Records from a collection
◇ ◇ ◇

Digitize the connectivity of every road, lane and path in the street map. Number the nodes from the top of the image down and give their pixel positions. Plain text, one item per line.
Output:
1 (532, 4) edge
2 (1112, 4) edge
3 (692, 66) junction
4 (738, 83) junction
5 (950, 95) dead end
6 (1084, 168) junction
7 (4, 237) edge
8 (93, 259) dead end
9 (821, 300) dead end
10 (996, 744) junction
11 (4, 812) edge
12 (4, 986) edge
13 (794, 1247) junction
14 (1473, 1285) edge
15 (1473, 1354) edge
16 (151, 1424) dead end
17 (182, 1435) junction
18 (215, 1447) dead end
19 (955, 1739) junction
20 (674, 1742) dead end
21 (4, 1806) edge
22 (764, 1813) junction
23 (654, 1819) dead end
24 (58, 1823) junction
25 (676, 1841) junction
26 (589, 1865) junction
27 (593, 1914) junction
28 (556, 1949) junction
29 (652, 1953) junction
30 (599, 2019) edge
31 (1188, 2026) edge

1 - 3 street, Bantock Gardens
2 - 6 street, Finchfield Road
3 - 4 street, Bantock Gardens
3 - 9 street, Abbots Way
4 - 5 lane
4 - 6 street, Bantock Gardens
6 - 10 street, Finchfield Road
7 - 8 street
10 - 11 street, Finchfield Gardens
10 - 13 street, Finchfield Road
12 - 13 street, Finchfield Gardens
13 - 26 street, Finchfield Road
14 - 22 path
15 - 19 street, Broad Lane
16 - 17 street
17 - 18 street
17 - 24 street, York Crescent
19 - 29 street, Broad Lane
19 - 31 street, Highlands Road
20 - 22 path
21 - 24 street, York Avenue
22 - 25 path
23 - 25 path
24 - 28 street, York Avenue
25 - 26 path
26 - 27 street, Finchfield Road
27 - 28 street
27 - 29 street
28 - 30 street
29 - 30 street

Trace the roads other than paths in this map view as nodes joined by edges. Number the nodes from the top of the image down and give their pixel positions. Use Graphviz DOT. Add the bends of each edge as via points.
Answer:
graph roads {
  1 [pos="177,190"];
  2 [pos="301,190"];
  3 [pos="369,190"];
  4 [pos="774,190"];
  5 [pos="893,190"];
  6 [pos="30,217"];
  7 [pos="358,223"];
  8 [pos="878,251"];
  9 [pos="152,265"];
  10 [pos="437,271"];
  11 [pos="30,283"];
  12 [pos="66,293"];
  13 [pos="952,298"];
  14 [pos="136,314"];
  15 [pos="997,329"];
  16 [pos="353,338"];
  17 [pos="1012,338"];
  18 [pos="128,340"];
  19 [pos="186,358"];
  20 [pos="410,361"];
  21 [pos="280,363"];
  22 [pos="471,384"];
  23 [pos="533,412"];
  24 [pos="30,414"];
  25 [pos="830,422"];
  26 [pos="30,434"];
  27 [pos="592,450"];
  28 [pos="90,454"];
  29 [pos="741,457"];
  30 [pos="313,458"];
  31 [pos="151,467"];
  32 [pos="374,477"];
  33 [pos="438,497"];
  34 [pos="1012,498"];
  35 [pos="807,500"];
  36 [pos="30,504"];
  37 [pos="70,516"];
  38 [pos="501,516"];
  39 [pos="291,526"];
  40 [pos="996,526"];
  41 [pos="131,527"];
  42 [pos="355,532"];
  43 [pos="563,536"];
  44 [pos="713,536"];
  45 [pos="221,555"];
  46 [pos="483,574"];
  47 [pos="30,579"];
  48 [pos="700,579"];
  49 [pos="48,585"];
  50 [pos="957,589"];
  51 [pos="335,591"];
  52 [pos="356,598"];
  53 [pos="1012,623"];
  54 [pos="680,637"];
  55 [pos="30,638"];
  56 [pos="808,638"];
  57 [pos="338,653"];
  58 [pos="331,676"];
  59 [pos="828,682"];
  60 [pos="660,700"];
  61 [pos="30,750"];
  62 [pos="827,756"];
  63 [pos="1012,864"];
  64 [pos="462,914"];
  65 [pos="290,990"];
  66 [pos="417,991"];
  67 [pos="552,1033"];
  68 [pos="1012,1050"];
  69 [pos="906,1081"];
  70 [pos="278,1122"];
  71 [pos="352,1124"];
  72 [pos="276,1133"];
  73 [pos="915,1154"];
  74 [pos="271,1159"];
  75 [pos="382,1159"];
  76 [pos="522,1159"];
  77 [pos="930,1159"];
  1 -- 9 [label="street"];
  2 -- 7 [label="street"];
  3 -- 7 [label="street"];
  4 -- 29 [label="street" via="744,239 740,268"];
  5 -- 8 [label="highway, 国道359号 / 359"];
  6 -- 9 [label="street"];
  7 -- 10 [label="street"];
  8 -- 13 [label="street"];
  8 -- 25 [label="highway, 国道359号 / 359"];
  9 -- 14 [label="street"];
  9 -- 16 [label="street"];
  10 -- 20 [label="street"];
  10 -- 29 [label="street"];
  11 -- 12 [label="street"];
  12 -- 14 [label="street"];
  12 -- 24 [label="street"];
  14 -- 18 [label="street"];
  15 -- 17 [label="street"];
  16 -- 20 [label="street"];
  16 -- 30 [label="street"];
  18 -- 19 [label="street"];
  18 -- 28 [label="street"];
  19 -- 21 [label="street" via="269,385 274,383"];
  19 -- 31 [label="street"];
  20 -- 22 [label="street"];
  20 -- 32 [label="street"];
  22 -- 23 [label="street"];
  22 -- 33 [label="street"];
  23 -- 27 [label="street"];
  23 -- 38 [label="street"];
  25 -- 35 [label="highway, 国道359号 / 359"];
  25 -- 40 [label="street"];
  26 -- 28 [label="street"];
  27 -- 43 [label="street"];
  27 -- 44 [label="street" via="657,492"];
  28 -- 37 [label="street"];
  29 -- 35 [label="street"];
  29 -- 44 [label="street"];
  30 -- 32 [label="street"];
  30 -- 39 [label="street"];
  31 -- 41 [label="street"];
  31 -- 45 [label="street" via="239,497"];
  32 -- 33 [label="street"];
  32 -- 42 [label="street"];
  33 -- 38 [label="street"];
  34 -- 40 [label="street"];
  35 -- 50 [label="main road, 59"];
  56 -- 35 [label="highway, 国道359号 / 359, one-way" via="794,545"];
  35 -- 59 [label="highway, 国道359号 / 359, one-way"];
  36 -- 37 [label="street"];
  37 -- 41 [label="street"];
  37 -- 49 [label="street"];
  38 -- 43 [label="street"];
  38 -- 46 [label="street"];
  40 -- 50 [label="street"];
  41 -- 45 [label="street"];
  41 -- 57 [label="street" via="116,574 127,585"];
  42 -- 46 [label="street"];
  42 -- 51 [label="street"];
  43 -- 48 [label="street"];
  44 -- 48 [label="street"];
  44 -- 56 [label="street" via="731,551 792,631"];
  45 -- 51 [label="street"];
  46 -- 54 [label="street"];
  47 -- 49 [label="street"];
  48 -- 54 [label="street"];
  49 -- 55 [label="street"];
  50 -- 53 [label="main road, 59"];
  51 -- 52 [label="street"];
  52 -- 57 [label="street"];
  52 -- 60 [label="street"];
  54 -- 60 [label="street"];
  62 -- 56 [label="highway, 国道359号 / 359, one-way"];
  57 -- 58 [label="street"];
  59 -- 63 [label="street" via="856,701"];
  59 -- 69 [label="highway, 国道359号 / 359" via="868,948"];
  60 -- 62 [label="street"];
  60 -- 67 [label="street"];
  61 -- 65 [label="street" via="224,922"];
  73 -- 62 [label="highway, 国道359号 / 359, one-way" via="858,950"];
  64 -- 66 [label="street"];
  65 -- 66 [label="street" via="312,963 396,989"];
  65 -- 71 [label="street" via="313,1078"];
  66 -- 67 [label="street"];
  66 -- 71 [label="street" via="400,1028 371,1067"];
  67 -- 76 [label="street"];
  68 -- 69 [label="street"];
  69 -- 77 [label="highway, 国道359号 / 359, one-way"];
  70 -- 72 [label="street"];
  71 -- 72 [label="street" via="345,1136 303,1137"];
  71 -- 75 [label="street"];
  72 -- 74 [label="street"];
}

◇ ◇ ◇

Every line with "highway" in it should be copied from the entries above.

■ COMPLETED TASK:
  5 -- 8 [label="highway, 国道359号 / 359"];
  8 -- 25 [label="highway, 国道359号 / 359"];
  25 -- 35 [label="highway, 国道359号 / 359"];
  56 -- 35 [label="highway, 国道359号 / 359, one-way" via="794,545"];
  35 -- 59 [label="highway, 国道359号 / 359, one-way"];
  62 -- 56 [label="highway, 国道359号 / 359, one-way"];
  59 -- 69 [label="highway, 国道359号 / 359" via="868,948"];
  73 -- 62 [label="highway, 国道359号 / 359, one-way" via="858,950"];
  69 -- 77 [label="highway, 国道359号 / 359, one-way"];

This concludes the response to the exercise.